Whenever a line in the records below holds the string "Mathys", copy it out.

Saved data entries:
- - -
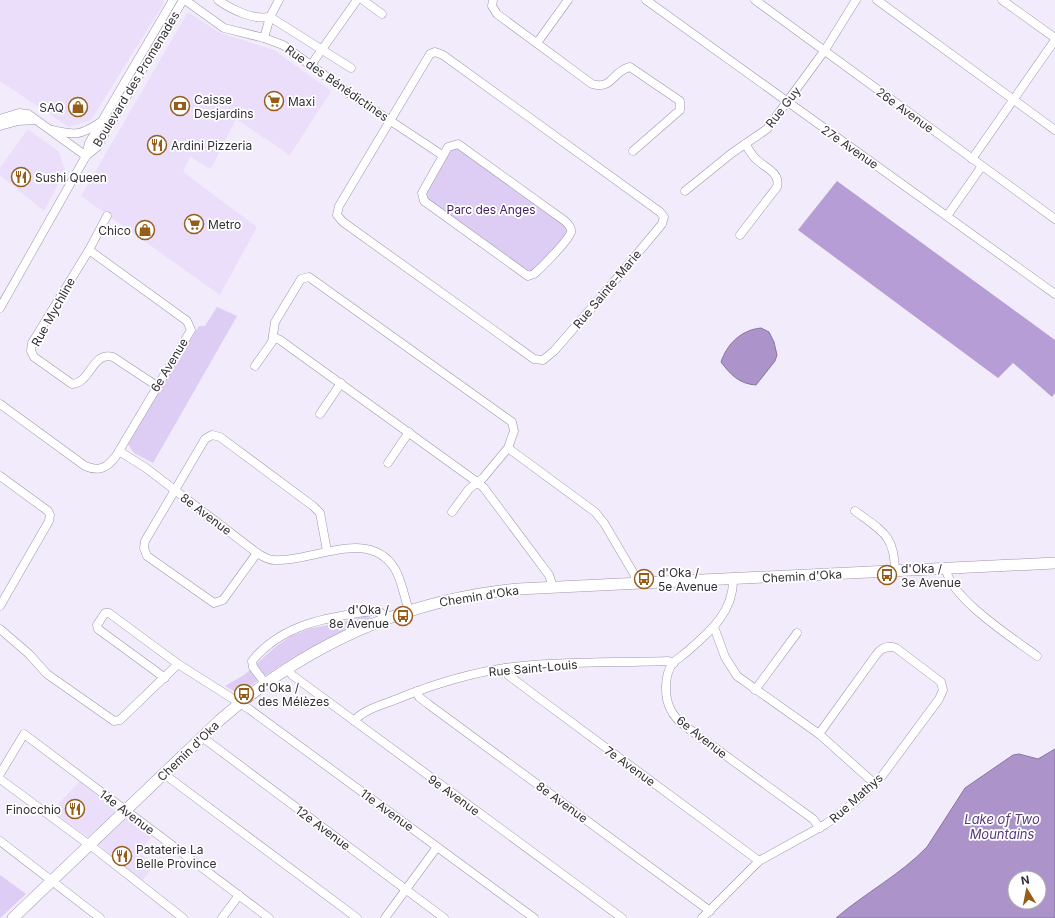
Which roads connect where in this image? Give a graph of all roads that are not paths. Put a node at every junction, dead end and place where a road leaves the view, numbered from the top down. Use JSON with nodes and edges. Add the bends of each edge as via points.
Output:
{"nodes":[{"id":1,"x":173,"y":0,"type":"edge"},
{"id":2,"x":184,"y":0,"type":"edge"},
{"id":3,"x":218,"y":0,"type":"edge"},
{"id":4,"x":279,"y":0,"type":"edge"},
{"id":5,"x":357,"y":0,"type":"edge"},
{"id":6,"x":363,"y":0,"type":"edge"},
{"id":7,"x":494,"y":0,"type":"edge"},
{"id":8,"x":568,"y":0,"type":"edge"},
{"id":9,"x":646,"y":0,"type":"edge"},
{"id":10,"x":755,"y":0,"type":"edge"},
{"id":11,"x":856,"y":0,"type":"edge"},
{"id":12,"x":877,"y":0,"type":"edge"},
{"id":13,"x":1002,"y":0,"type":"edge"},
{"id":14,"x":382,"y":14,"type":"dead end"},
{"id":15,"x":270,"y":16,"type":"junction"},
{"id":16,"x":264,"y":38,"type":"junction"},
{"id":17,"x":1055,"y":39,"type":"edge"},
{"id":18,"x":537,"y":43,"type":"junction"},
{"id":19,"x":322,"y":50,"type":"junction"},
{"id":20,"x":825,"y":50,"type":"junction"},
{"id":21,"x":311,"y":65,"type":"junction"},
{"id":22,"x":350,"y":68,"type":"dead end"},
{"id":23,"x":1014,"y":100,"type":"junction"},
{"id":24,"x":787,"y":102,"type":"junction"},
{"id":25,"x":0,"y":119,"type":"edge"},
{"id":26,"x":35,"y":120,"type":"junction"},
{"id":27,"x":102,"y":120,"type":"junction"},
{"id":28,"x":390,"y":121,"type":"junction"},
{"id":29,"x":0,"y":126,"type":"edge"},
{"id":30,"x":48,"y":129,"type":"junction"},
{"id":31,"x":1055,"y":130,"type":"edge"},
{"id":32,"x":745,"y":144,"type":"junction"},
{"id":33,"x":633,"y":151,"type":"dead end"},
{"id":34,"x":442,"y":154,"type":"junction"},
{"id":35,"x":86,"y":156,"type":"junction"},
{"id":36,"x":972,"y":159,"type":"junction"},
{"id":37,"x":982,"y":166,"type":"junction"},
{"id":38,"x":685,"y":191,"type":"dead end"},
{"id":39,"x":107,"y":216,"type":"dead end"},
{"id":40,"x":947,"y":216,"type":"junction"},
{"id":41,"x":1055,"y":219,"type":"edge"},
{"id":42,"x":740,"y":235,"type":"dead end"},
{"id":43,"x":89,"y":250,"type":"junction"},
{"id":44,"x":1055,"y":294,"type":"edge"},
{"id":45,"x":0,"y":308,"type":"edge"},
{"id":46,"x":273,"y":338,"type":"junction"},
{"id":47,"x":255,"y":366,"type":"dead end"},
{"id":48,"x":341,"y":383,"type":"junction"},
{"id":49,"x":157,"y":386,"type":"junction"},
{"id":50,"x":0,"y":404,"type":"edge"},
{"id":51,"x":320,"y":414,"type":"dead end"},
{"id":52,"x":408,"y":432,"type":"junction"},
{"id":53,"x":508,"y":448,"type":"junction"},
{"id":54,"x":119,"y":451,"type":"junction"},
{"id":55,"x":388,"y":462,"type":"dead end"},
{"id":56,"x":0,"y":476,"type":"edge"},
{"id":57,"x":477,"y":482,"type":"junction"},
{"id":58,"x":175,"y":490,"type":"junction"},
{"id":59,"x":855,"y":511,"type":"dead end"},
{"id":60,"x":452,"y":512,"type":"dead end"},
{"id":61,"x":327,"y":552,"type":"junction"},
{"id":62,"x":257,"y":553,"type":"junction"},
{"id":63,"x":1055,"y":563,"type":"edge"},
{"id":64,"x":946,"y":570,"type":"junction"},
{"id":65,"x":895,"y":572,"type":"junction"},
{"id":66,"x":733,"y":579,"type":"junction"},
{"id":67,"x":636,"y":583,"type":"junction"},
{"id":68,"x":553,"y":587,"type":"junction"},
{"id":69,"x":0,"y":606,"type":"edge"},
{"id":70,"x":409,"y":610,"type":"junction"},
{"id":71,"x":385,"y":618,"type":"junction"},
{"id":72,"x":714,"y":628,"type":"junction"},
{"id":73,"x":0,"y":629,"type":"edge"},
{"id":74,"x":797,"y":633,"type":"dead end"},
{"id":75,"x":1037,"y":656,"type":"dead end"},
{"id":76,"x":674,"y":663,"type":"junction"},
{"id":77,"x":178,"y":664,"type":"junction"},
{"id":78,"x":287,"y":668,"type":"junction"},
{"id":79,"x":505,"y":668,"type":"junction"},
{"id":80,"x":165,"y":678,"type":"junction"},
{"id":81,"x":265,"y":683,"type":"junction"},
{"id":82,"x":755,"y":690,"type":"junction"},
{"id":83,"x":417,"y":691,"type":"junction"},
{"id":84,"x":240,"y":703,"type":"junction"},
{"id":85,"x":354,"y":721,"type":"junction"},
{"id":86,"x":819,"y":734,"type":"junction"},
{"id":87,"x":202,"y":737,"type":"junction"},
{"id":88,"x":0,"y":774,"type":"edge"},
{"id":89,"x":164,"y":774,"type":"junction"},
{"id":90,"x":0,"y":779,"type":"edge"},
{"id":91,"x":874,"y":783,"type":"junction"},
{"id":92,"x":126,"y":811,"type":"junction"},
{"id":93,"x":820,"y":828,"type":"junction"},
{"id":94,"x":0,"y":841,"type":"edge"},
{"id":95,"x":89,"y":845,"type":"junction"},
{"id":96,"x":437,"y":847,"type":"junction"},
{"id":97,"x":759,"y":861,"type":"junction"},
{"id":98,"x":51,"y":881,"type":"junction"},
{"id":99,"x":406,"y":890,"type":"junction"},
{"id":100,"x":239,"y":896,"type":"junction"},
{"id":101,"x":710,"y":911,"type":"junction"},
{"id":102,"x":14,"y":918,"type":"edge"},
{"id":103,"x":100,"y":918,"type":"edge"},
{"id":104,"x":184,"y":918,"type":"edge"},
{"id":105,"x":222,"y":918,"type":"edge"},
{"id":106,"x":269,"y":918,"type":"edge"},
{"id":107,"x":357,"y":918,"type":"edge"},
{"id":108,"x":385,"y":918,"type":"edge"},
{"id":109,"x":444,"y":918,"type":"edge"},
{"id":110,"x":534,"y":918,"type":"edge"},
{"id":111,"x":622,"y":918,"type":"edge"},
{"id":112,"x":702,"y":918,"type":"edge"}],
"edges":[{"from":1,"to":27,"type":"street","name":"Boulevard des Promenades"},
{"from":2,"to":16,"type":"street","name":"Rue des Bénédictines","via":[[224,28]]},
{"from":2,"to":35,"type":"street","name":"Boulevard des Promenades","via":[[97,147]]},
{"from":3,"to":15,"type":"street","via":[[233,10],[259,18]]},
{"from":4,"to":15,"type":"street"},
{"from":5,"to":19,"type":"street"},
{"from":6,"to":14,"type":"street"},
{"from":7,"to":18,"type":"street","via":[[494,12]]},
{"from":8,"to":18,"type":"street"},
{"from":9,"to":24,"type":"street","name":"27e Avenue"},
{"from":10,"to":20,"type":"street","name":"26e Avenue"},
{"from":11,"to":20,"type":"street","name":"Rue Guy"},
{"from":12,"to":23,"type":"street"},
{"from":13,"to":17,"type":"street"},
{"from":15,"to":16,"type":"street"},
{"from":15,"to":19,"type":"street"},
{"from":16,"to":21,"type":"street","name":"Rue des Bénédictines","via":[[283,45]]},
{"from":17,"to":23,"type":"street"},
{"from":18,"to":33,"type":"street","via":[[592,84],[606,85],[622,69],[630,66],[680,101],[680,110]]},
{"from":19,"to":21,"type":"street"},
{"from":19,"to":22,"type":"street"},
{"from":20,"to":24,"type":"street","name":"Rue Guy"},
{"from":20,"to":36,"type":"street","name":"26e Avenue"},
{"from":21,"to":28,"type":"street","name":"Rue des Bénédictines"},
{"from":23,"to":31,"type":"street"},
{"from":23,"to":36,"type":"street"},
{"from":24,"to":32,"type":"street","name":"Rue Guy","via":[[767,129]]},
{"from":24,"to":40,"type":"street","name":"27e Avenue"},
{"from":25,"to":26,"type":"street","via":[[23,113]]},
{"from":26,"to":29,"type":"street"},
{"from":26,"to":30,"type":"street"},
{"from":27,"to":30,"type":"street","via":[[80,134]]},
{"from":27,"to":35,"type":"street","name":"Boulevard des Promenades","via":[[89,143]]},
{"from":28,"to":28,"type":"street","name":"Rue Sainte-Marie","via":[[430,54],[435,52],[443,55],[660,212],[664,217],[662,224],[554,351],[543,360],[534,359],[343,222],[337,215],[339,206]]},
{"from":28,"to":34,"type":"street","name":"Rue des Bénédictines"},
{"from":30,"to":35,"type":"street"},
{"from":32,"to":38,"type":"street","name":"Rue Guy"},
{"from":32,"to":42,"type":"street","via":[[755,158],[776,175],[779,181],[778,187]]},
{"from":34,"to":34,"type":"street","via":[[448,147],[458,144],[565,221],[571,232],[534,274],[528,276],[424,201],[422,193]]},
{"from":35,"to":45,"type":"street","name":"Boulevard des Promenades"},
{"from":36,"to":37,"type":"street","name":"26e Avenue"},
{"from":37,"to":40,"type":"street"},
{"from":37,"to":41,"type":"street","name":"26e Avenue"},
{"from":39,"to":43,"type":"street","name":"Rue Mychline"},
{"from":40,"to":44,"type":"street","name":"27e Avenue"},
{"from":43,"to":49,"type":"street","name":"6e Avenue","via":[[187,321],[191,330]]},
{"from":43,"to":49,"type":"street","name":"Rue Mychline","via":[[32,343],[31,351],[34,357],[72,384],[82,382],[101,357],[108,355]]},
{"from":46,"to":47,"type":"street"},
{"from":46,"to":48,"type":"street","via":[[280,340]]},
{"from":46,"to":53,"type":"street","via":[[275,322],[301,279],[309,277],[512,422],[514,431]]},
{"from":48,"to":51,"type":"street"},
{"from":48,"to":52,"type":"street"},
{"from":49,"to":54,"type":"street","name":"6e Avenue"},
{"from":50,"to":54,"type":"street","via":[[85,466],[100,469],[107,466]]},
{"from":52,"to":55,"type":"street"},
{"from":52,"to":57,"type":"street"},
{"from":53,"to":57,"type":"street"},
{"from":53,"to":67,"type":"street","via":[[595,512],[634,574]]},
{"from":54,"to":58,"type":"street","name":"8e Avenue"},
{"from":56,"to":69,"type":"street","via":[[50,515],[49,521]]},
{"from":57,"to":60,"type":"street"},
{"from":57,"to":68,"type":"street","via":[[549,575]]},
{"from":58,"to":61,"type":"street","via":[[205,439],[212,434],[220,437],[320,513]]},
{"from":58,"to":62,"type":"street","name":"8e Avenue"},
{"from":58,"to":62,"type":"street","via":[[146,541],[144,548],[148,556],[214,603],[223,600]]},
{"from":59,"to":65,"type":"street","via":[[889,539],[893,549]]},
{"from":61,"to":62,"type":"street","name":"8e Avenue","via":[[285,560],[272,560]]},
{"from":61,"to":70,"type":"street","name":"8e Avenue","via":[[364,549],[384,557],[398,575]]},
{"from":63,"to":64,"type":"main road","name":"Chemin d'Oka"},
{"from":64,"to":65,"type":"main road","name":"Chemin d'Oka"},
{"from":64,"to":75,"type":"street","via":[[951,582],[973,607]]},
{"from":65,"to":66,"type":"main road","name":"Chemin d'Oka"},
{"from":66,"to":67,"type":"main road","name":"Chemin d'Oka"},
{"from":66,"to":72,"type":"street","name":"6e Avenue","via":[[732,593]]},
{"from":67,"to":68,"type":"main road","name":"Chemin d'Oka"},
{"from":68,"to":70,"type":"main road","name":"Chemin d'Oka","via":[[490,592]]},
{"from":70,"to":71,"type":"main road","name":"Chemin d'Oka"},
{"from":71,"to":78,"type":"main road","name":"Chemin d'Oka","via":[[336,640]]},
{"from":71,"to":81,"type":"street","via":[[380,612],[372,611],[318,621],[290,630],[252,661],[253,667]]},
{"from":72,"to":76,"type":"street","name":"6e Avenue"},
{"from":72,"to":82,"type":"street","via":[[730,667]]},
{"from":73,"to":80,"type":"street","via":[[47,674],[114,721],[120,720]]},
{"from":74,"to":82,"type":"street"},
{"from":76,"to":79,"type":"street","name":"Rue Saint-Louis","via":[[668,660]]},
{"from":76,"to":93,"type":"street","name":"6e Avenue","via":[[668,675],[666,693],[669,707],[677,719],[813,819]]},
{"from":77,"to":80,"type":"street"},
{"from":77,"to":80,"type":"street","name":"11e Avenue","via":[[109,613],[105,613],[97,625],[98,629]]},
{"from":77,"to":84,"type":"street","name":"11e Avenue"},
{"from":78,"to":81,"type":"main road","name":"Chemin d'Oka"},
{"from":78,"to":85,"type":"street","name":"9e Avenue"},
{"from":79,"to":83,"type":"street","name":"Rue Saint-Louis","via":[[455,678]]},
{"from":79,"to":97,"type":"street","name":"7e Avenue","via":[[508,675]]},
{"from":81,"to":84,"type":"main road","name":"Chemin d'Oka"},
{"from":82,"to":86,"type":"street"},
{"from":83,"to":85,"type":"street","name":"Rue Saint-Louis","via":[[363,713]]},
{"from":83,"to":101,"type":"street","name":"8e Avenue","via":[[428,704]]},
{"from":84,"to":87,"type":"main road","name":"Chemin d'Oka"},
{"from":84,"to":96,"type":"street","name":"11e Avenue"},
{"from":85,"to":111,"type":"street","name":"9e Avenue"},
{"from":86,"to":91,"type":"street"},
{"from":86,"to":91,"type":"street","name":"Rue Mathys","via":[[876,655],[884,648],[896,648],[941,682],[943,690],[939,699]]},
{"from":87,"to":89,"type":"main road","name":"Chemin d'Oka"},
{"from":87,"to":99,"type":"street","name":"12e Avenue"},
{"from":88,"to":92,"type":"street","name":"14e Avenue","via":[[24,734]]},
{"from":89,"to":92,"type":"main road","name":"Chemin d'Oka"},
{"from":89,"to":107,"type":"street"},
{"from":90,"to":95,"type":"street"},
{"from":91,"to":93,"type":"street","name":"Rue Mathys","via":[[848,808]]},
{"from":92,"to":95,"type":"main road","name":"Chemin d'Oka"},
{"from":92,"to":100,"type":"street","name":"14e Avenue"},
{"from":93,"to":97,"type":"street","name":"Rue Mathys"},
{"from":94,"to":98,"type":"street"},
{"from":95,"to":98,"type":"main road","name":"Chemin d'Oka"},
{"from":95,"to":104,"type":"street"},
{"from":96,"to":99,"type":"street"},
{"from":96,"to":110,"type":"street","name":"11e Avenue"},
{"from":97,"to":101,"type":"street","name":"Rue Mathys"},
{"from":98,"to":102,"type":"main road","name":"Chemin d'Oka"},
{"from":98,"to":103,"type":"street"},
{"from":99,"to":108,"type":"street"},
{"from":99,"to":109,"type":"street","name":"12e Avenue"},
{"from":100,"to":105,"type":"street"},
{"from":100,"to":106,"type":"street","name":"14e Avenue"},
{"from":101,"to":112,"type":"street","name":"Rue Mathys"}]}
- - -
▶ **Solution**:
{"from":86,"to":91,"type":"street","name":"Rue Mathys","via":[[876,655],[884,648],[896,648],[941,682],[943,690],[939,699]]},
{"from":91,"to":93,"type":"street","name":"Rue Mathys","via":[[848,808]]},
{"from":93,"to":97,"type":"street","name":"Rue Mathys"},
{"from":97,"to":101,"type":"street","name":"Rue Mathys"},
{"from":101,"to":112,"type":"street","name":"Rue Mathys"}]}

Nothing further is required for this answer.